Auden’s poem ends like this. This is actually the next eight lines after the above quote.

Another morning comes: I see,
Dwindling below me on the plane,
The roofs of one more audience
I shall not see again.

God bless the lot of them, although
I don’t remember which was which:
God bless the U.S.A., so large,
So friendly, and so rich.

Dryden’s poem,  “Epilogue Spoken at Oxford by Mrs. Marshall,”  ends like this:

Converse so chaste, and so strict virtue shown,
As might Apollo with the Muses own.
Till our return, we must despair to find
Judges so just, so knowing, and so kind.

Later in their conversation, Burgess and Greene are discussing how under rated Arthur Conan Dolye is as a writer:

Greene: “You don’t find Conan Doyle dealt with at length in the literary histories. Yet he was a great writer. He created several great characters—”

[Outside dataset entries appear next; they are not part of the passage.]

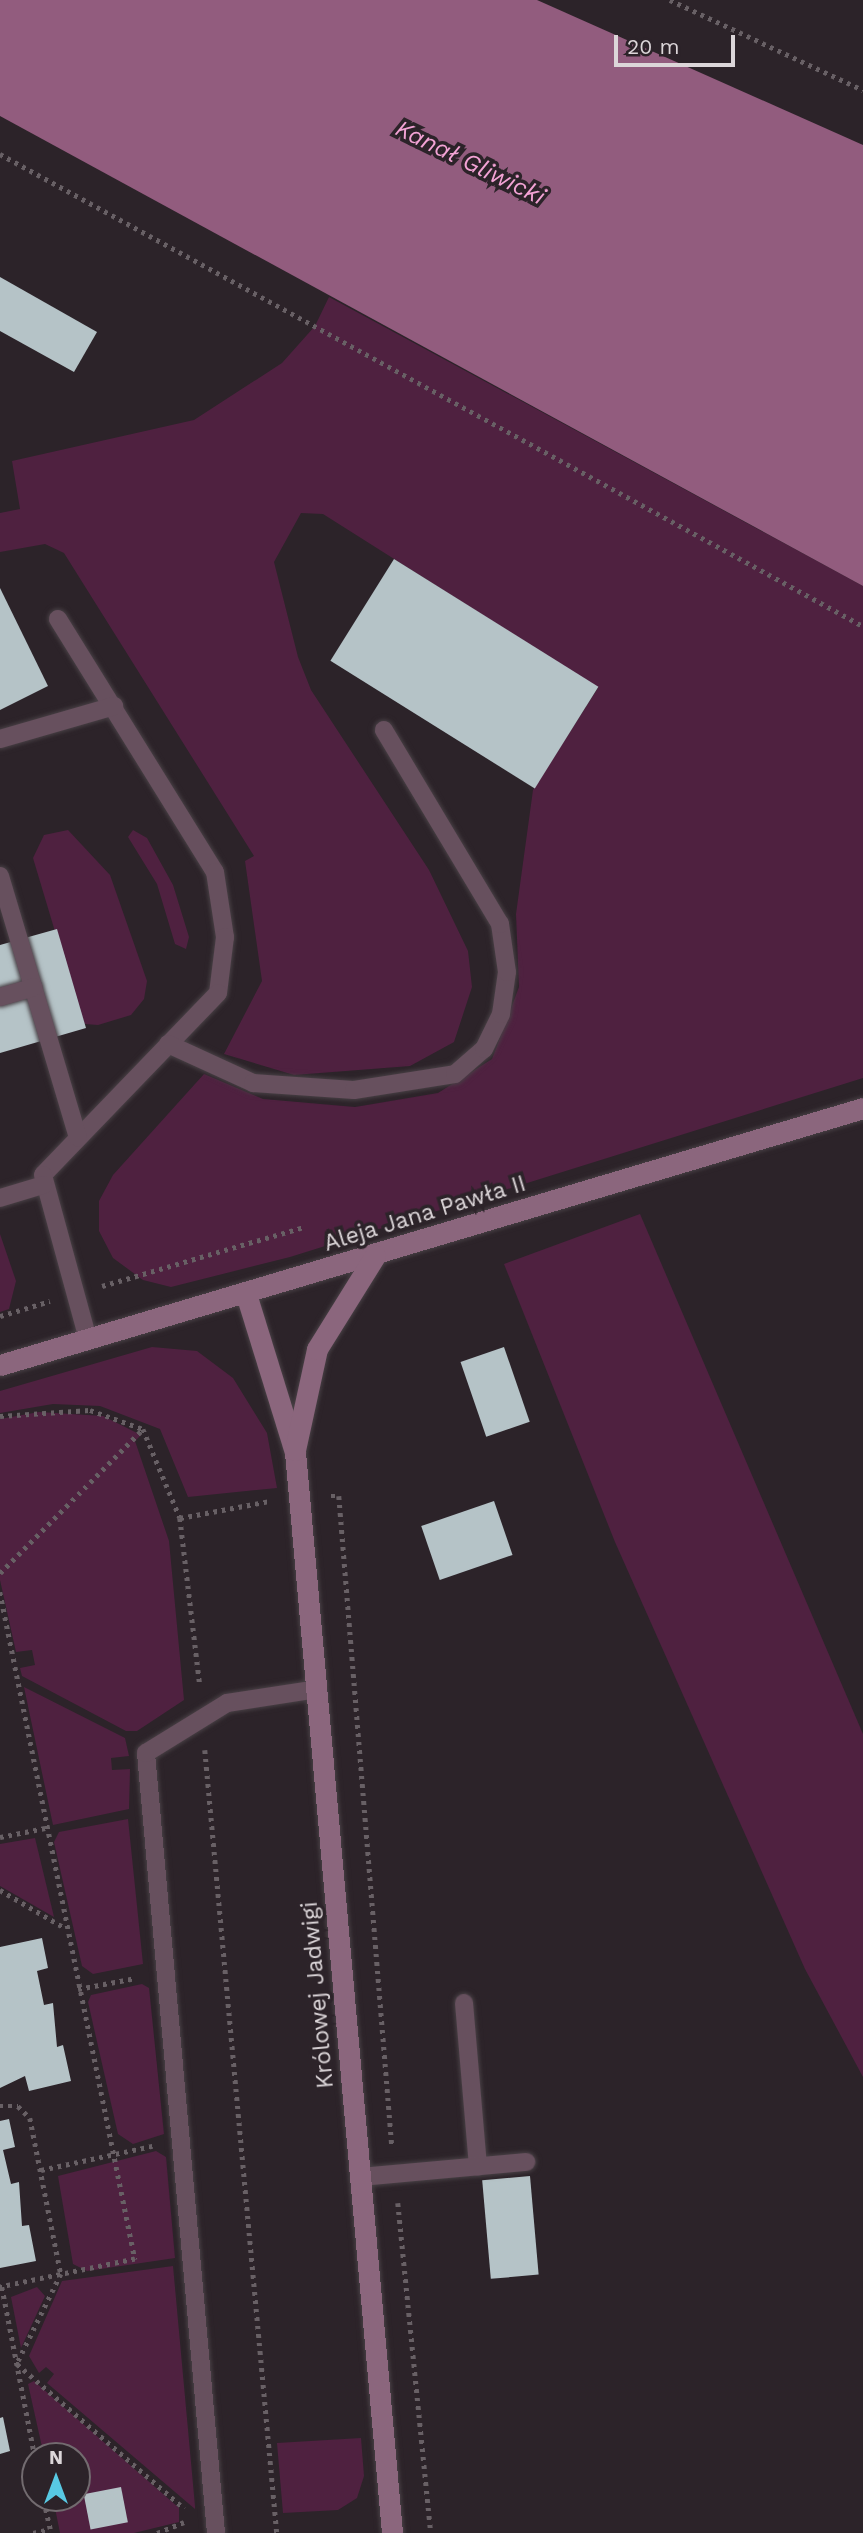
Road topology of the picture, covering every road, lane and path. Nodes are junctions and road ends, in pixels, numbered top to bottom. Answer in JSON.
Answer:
{"nodes":[{"id":1,"x":670,"y":0,"type":"edge"},
{"id":2,"x":863,"y":90,"type":"edge"},
{"id":3,"x":0,"y":155,"type":"edge"},
{"id":4,"x":58,"y":619,"type":"dead end"},
{"id":5,"x":863,"y":626,"type":"edge"},
{"id":6,"x":114,"y":706,"type":"junction"},
{"id":7,"x":384,"y":730,"type":"dead end"},
{"id":8,"x":0,"y":739,"type":"edge"},
{"id":9,"x":0,"y":876,"type":"edge"},
{"id":10,"x":34,"y":987,"type":"junction"},
{"id":11,"x":0,"y":996,"type":"edge"},
{"id":12,"x":168,"y":1044,"type":"junction"},
{"id":13,"x":863,"y":1108,"type":"edge"},
{"id":14,"x":78,"y":1138,"type":"junction"},
{"id":15,"x":43,"y":1185,"type":"junction"},
{"id":16,"x":0,"y":1198,"type":"edge"},
{"id":17,"x":304,"y":1227,"type":"dead end"},
{"id":18,"x":375,"y":1256,"type":"junction"},
{"id":19,"x":75,"y":1294,"type":"junction"},
{"id":20,"x":246,"y":1294,"type":"junction"},
{"id":21,"x":0,"y":1316,"type":"edge"},
{"id":22,"x":88,"y":1339,"type":"junction"},
{"id":23,"x":0,"y":1365,"type":"edge"},
{"id":24,"x":0,"y":1416,"type":"edge"},
{"id":25,"x":144,"y":1429,"type":"junction"},
{"id":26,"x":295,"y":1452,"type":"junction"},
{"id":27,"x":0,"y":1573,"type":"edge"},
{"id":28,"x":0,"y":1592,"type":"edge"},
{"id":29,"x":317,"y":1689,"type":"junction"},
{"id":30,"x":203,"y":1713,"type":"junction"},
{"id":31,"x":45,"y":1828,"type":"junction"},
{"id":32,"x":0,"y":1837,"type":"edge"},
{"id":33,"x":0,"y":1890,"type":"edge"},
{"id":34,"x":65,"y":1928,"type":"junction"},
{"id":35,"x":165,"y":1972,"type":"junction"},
{"id":36,"x":78,"y":1989,"type":"junction"},
{"id":37,"x":464,"y":2003,"type":"dead end"},
{"id":38,"x":0,"y":2106,"type":"edge"},
{"id":39,"x":181,"y":2140,"type":"junction"},
{"id":40,"x":113,"y":2154,"type":"junction"},
{"id":41,"x":526,"y":2162,"type":"dead end"},
{"id":42,"x":478,"y":2166,"type":"junction"},
{"id":43,"x":41,"y":2170,"type":"junction"},
{"id":44,"x":360,"y":2177,"type":"junction"},
{"id":45,"x":61,"y":2274,"type":"junction"},
{"id":46,"x":1,"y":2287,"type":"edge"},
{"id":47,"x":17,"y":2364,"type":"junction"},
{"id":48,"x":32,"y":2442,"type":"edge"},
{"id":49,"x":47,"y":2512,"type":"edge"},
{"id":50,"x":51,"y":2531,"type":"edge"},
{"id":51,"x":33,"y":2533,"type":"edge"},
{"id":52,"x":157,"y":2533,"type":"edge"},
{"id":53,"x":216,"y":2533,"type":"edge"},
{"id":54,"x":277,"y":2533,"type":"edge"},
{"id":55,"x":392,"y":2533,"type":"edge"}],
"edges":[{"from":1,"to":2,"type":"path"},
{"from":3,"to":5,"type":"path"},
{"from":4,"to":6,"type":"lane"},
{"from":6,"to":8,"type":"lane"},
{"from":6,"to":12,"type":"lane"},
{"from":7,"to":12,"type":"lane"},
{"from":9,"to":10,"type":"lane"},
{"from":10,"to":11,"type":"lane"},
{"from":10,"to":14,"type":"lane"},
{"from":12,"to":14,"type":"lane"},
{"from":13,"to":18,"type":"street","name":"Aleja Jana Pawła II"},
{"from":14,"to":15,"type":"lane"},
{"from":15,"to":16,"type":"lane"},
{"from":15,"to":19,"type":"lane"},
{"from":17,"to":19,"type":"path"},
{"from":18,"to":20,"type":"street","name":"Aleja Jana Pawła II"},
{"from":18,"to":26,"type":"street","name":"Królowej Jadwigi"},
{"from":19,"to":21,"type":"path"},
{"from":19,"to":22,"type":"lane"},
{"from":20,"to":22,"type":"street","name":"Aleja Jana Pawła II"},
{"from":20,"to":26,"type":"street","name":"Królowej Jadwigi"},
{"from":22,"to":23,"type":"street","name":"Aleja Jana Pawła II"},
{"from":24,"to":25,"type":"path"},
{"from":25,"to":27,"type":"path"},
{"from":25,"to":30,"type":"path"},
{"from":26,"to":29,"type":"street","name":"Królowej Jadwigi"},
{"from":28,"to":31,"type":"path"},
{"from":29,"to":30,"type":"lane"},
{"from":29,"to":44,"type":"street","name":"Królowej Jadwigi"},
{"from":30,"to":35,"type":"lane"},
{"from":30,"to":54,"type":"path"},
{"from":31,"to":32,"type":"path"},
{"from":31,"to":34,"type":"path"},
{"from":33,"to":34,"type":"path"},
{"from":34,"to":36,"type":"path"},
{"from":35,"to":36,"type":"path"},
{"from":35,"to":39,"type":"lane"},
{"from":36,"to":40,"type":"path"},
{"from":37,"to":42,"type":"lane"},
{"from":38,"to":43,"type":"path"},
{"from":39,"to":40,"type":"path"},
{"from":39,"to":53,"type":"lane"},
{"from":40,"to":43,"type":"path"},
{"from":40,"to":45,"type":"path"},
{"from":41,"to":42,"type":"lane"},
{"from":42,"to":44,"type":"lane"},
{"from":43,"to":45,"type":"path"},
{"from":44,"to":55,"type":"street","name":"Królowej Jadwigi"},
{"from":45,"to":46,"type":"path"},
{"from":45,"to":47,"type":"path"},
{"from":46,"to":47,"type":"path"},
{"from":47,"to":48,"type":"path"},
{"from":47,"to":52,"type":"path"},
{"from":49,"to":50,"type":"path"},
{"from":50,"to":51,"type":"path"}]}
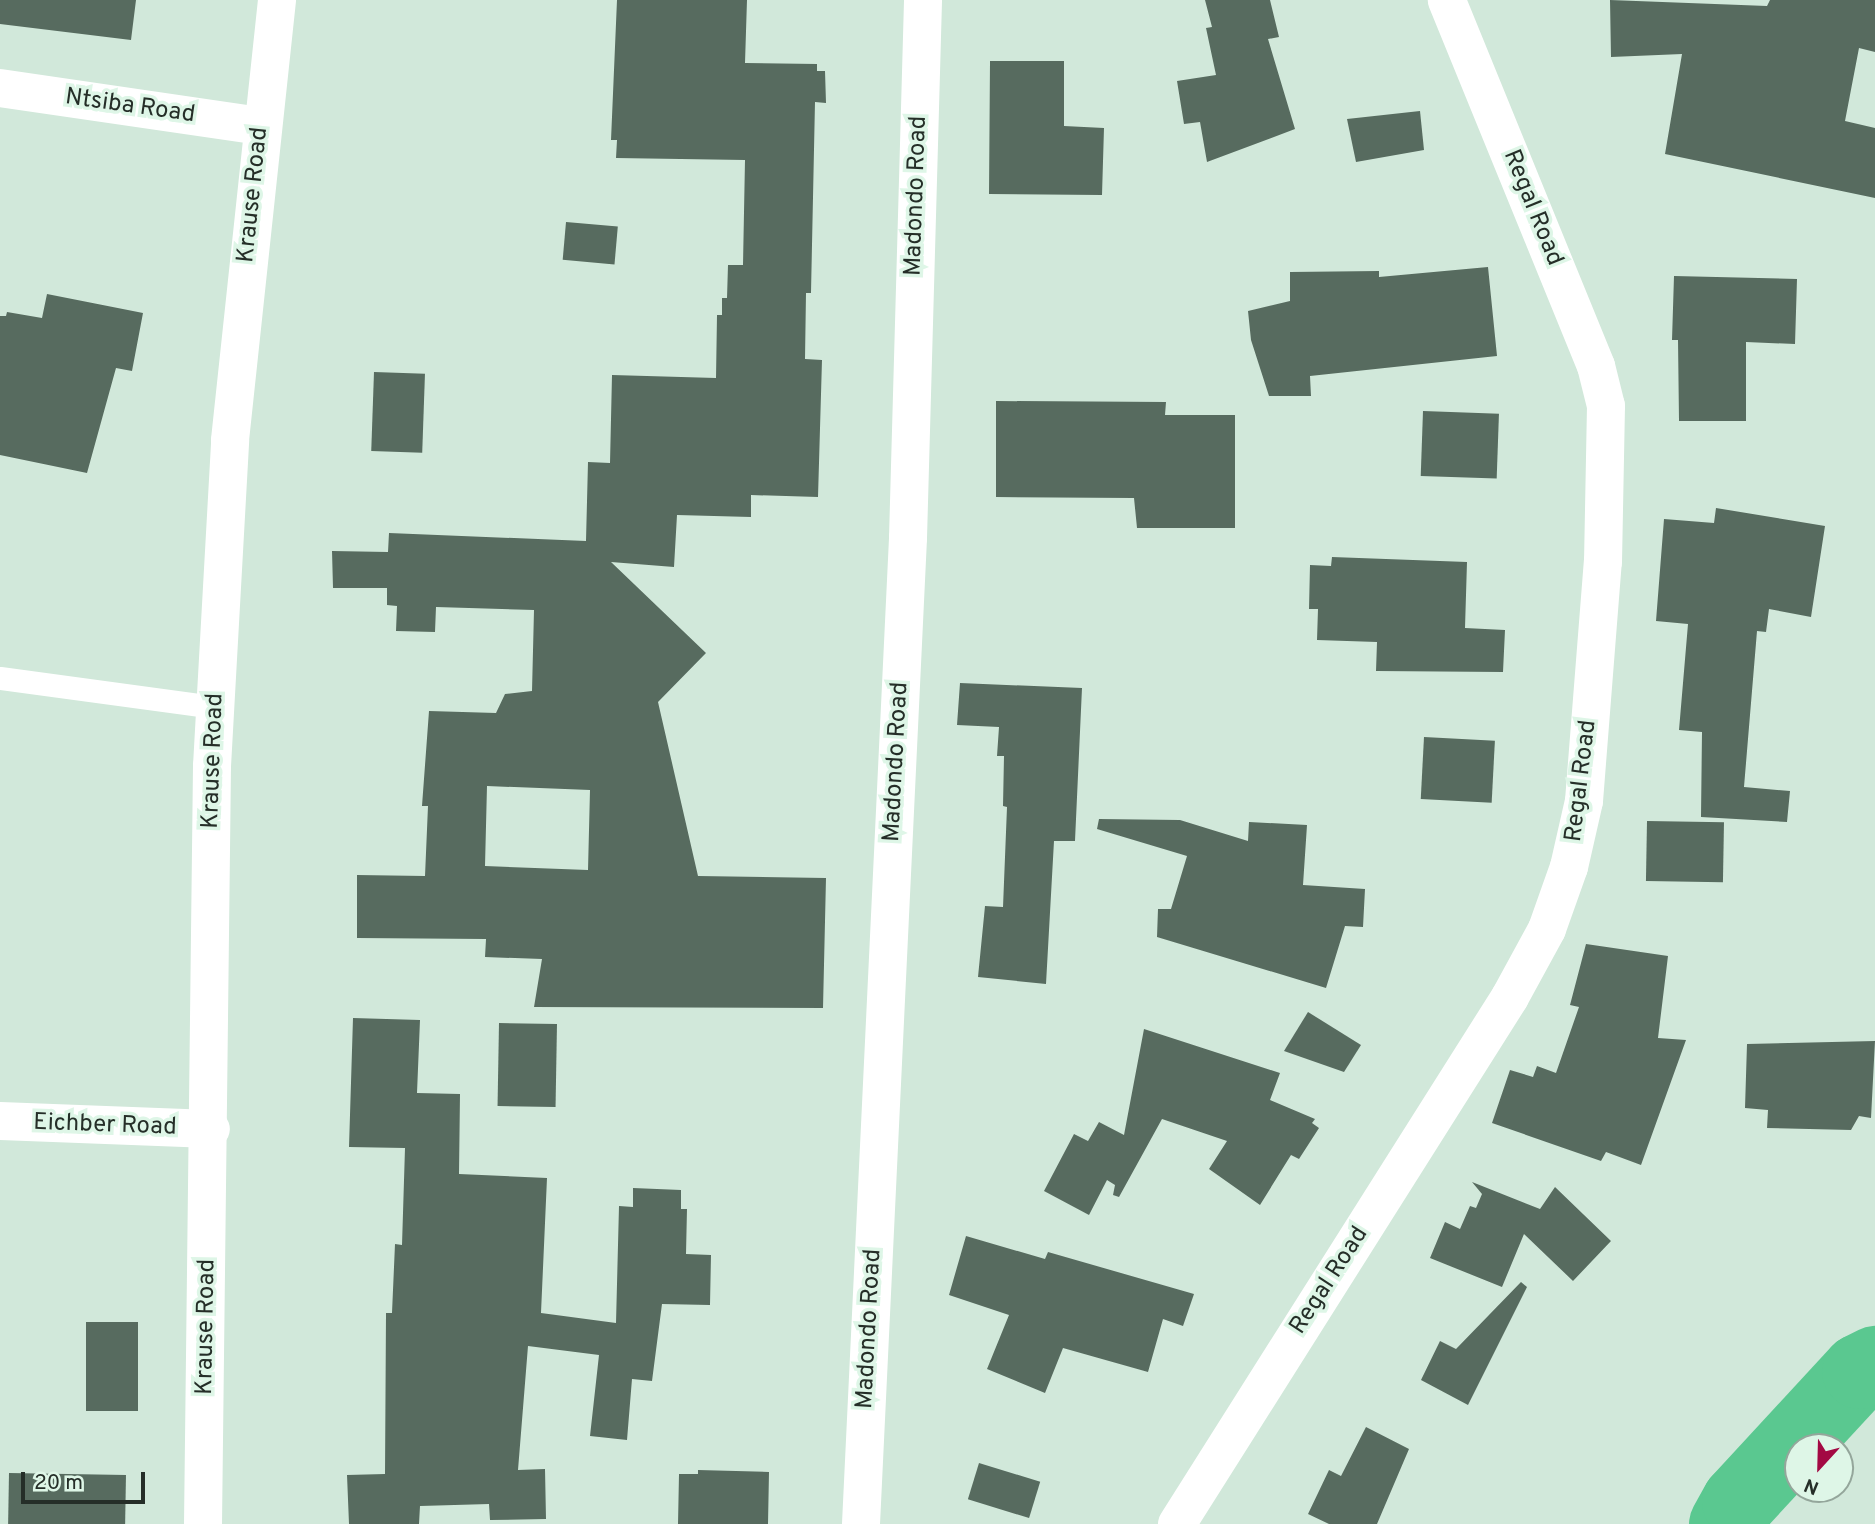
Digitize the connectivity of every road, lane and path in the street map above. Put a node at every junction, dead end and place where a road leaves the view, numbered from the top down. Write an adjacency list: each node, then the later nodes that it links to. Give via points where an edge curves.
1 (277, 0): 5 (street, Krause Road)
2 (923, 0): 11 (street, Madondo Road, via 908,538)
3 (1447, 0): 12 (street, Regal Road, via 1596,366 1606,406 1603,562 1584,802 1569,867 1547,929 1510,997)
4 (0, 88): 5 (street, Ntsiba Road)
5 (261, 127): 7 (street, Krause Road, via 230,440)
6 (0, 678): 7 (lane)
7 (215, 707): 9 (street, Krause Road)
8 (0, 1121): 9 (street, Eichber Road)
9 (211, 1129): 10 (street, Krause Road)
10 (203, 1524)
11 (861, 1524)
12 (1177, 1524)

Burgess: “Eliot admired him but didn’t think him worthy of a critical essay — not like Wilkie Collins. And yet Eliot lifted a whole chunk of The Mugrave Ritual—”

Greene: “Where?”

Burgess: In Murder in the Cathedral. You remember — ‘Whose was is?’ – ‘His who is gone.’ — ‘Who shall have it?’ __ ‘He who will come.’ ‘What shall be the month?’ And so on. In the Sherlock Holmes story we have  ‘Whose was is?’ – ‘His who is gone.’ — ‘Who shall have it?’ __ ‘He who will come.’ ‘What was the month?’ Almost identical.”

But Do Blondes Prefer Gentlemen? p. 22-3

Sure enough, a quick online check reveals the lifted section.

Conan Doyle

musgrave

 

Eliot:

murder.in.the.cathedral

 

 

If you google: “t s eliot arthur conan doyle” you find that this is not the only instance of this kind of thing.